# EXERCISE INSTRUCTIONS
This exercise asks for a copy of each line in the records below with the word "Brouwerstrjitte" in it.

START RECORDS FOR THIS EXERCISE

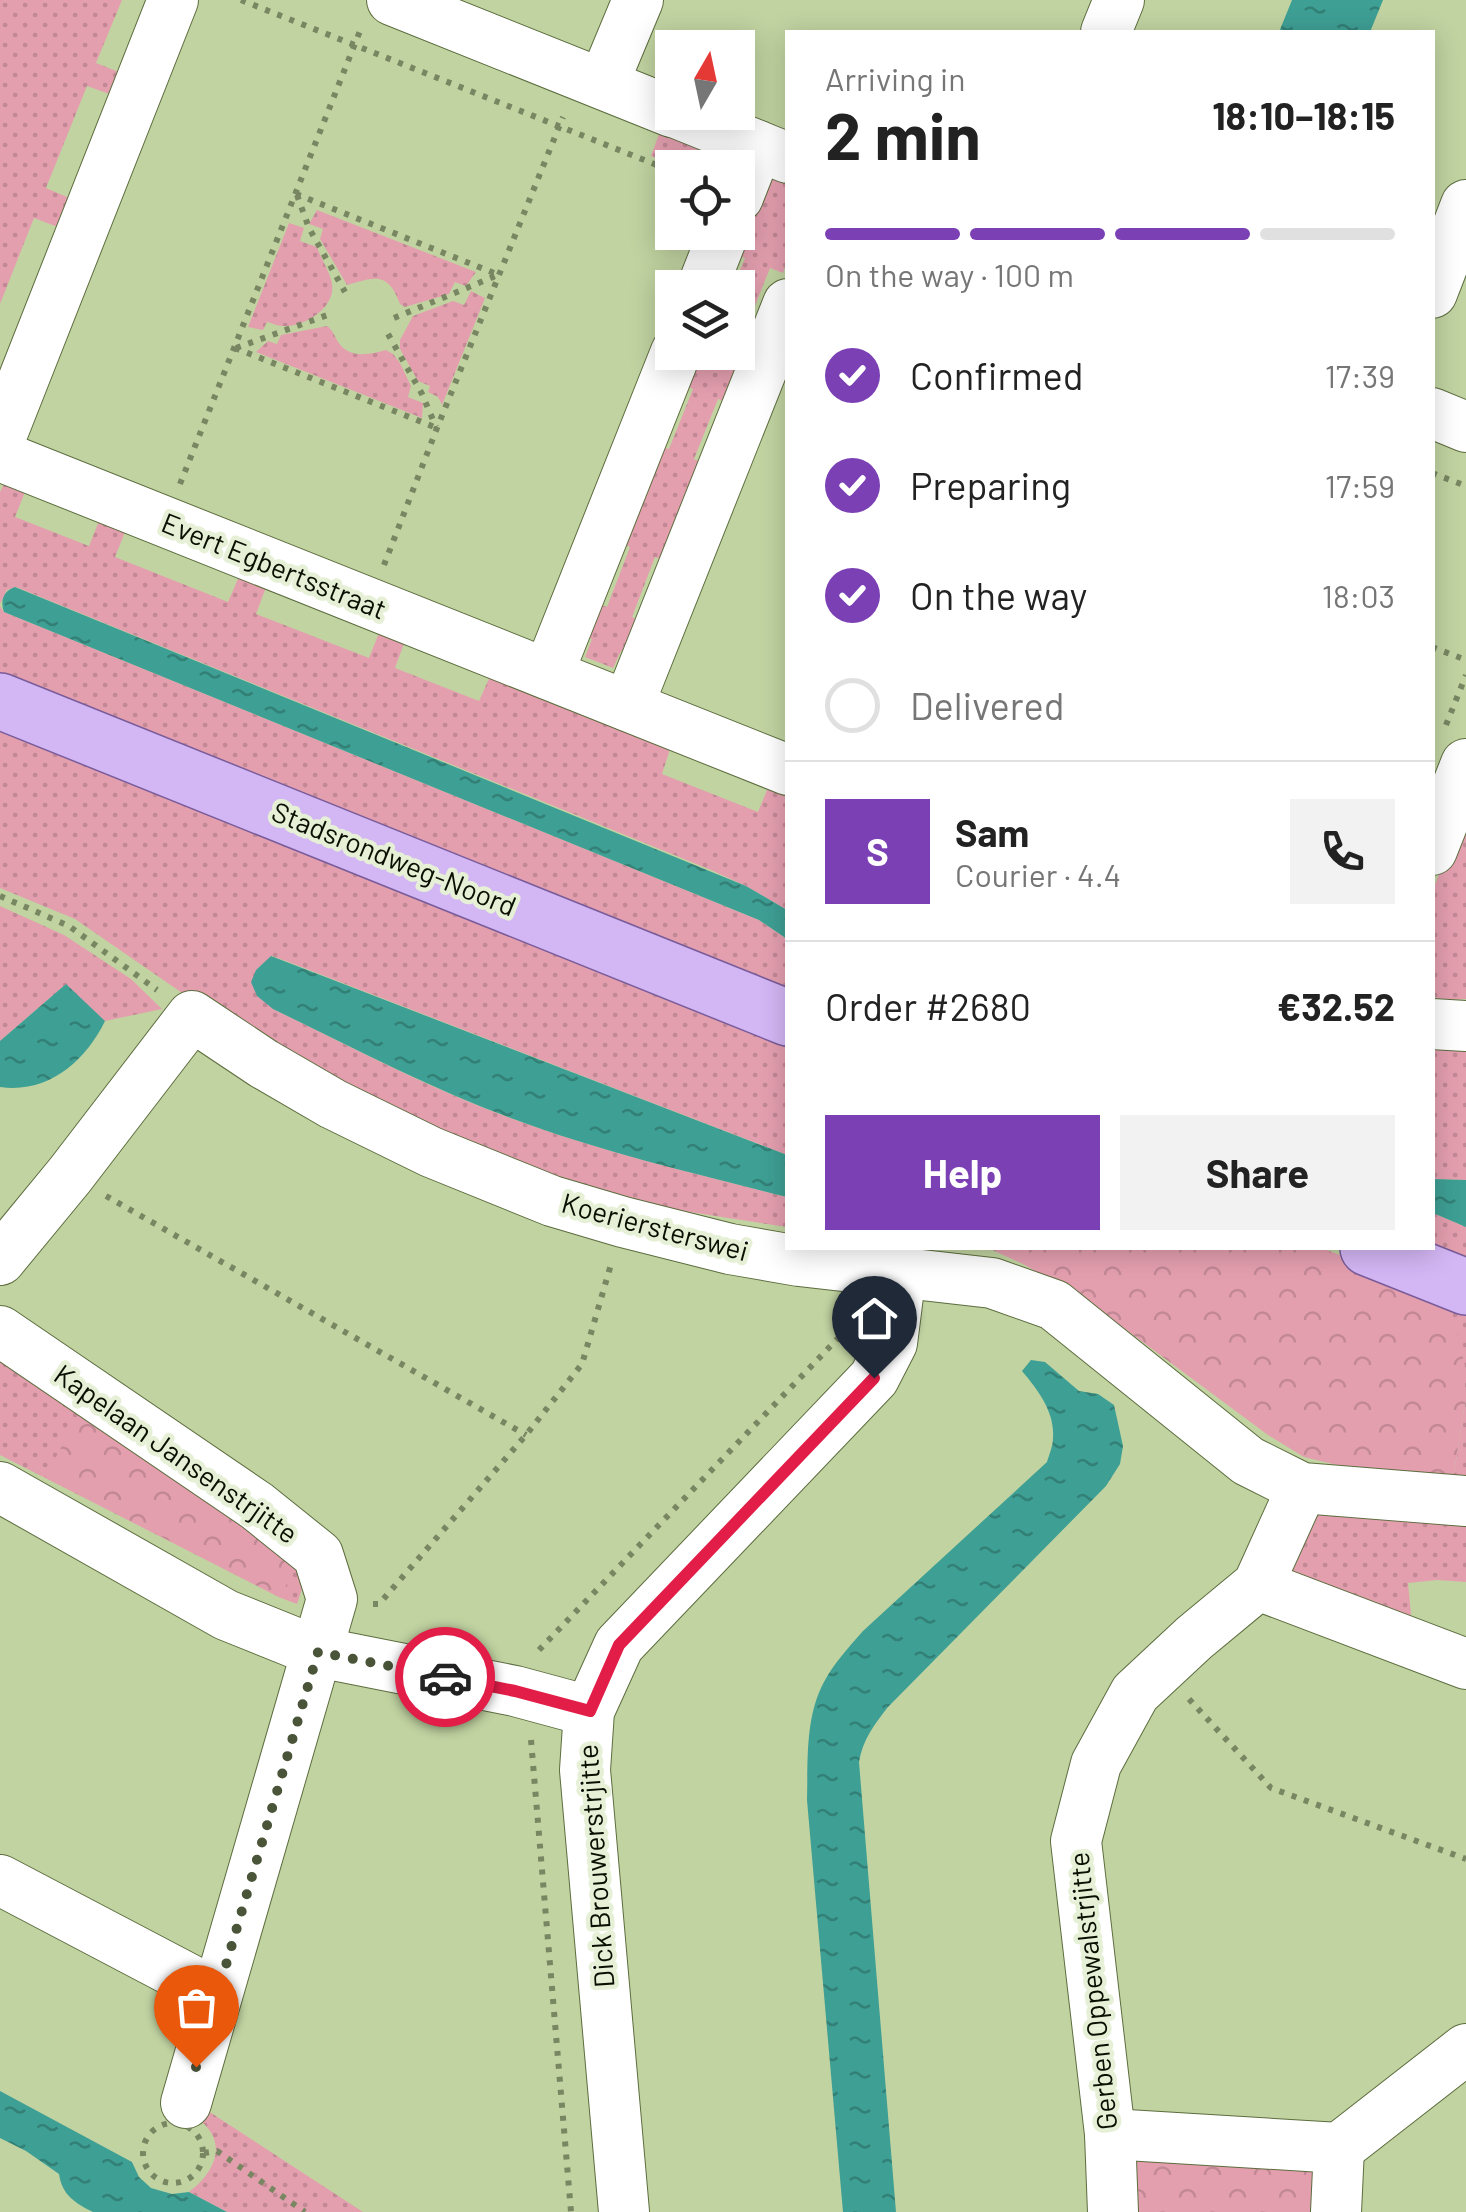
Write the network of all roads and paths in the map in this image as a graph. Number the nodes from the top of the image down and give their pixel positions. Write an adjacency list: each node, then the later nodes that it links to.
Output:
1 (173, 0): 29 (street)
2 (241, 0): 7 (path)
3 (638, 0): 8 (street)
4 (1119, 0): 6 (street)
5 (377, 15): 7 (path); 8 (street)
6 (1107, 30)
7 (355, 45): 10 (path); 15 (path)
8 (591, 80): 9 (street); 10 (path)
9 (655, 105)
10 (559, 126): 13 (path); 17 (path)
11 (718, 130): 12 (street)
12 (772, 152): 14 (street)
13 (655, 164)
14 (755, 174)
15 (296, 194): 17 (path); 19 (path); 24 (path)
16 (1466, 205): 18 (street)
17 (499, 275): 22 (path); 28 (path)
18 (1435, 285)
19 (345, 292)
20 (785, 312): 40 (street)
21 (333, 313): 24 (path)
22 (394, 318)
23 (388, 334): 28 (path)
24 (235, 348): 28 (path); 33 (path)
25 (669, 370): 37 (street)
26 (1435, 414): 27 (street)
27 (1466, 427)
28 (437, 428): 34 (path)
29 (0, 439)
30 (0, 456): 33 (street, Evert Egbertsstraat)
31 (1435, 474): 32 (path)
32 (1466, 486)
33 (165, 522): 34 (street, Evert Egbertsstraat)
34 (370, 604): 37 (street, Evert Egbertsstraat)
35 (1435, 648): 36 (path)
36 (1466, 660)
37 (548, 674): 40 (street, Evert Egbertsstraat)
38 (1466, 675): 41 (path)
39 (0, 701): 46 (main road, Stadsrondweg-Noord)
40 (628, 706): 42 (street, Evert Egbertsstraat)
41 (1456, 745): 43 (street)
42 (785, 769)
43 (1435, 837)
44 (0, 896): 45 (path)
45 (192, 1016): 49 (street); 50 (street, Koeriersterswei)
46 (785, 1017)
47 (1435, 1024): 48 (street)
48 (1466, 1026)
49 (70, 1175): 52 (street); 57 (path)
50 (624, 1222): 53 (street, Koeriersterswei); 57 (path)
51 (1373, 1250): 54 (main road)
52 (0, 1260)
53 (902, 1272): 59 (street, Koeriersterswei); 67 (street, Dick Brouwerstrjitte)
54 (1466, 1286)
55 (847, 1329): 66 (path)
56 (0, 1331): 62 (street, Kapelaan Jansenstrjitte)
57 (526, 1435): 62 (path)
58 (0, 1488): 63 (street)
59 (1302, 1488): 60 (street, Koeriersterswei); 61 (street, Gerben Oppewalstrjitte)
60 (1466, 1500)
61 (1258, 1585): 64 (street); 65 (street, Gerben Oppewalstrjitte)
62 (332, 1600): 63 (street)
63 (318, 1652): 66 (street); 70 (street)
64 (1466, 1664)
65 (1161, 1669): 68 (path); 73 (street, Gerben Oppewalstrjitte)
66 (521, 1692): 67 (street); 77 (path)
67 (590, 1711): 78 (street, Dick Brouwerstrjitte)
68 (1466, 1858)
69 (0, 1880): 70 (street)
70 (216, 1994): 72 (street)
71 (1466, 2049): 74 (street)
72 (186, 2103)
73 (1110, 2134): 74 (street); 79 (street, Gerben Oppewalstrjitte)
74 (1339, 2148): 80 (street)
75 (204, 2153): 75 (path); 76 (path)
76 (305, 2212)
77 (571, 2212)
78 (624, 2212)
79 (1113, 2212)
80 (1336, 2212)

END RECORDS FOR THIS EXERCISE

# ANSWER TO THIS TASK
53 (902, 1272): 59 (street, Koeriersterswei); 67 (street, Dick Brouwerstrjitte)
67 (590, 1711): 78 (street, Dick Brouwerstrjitte)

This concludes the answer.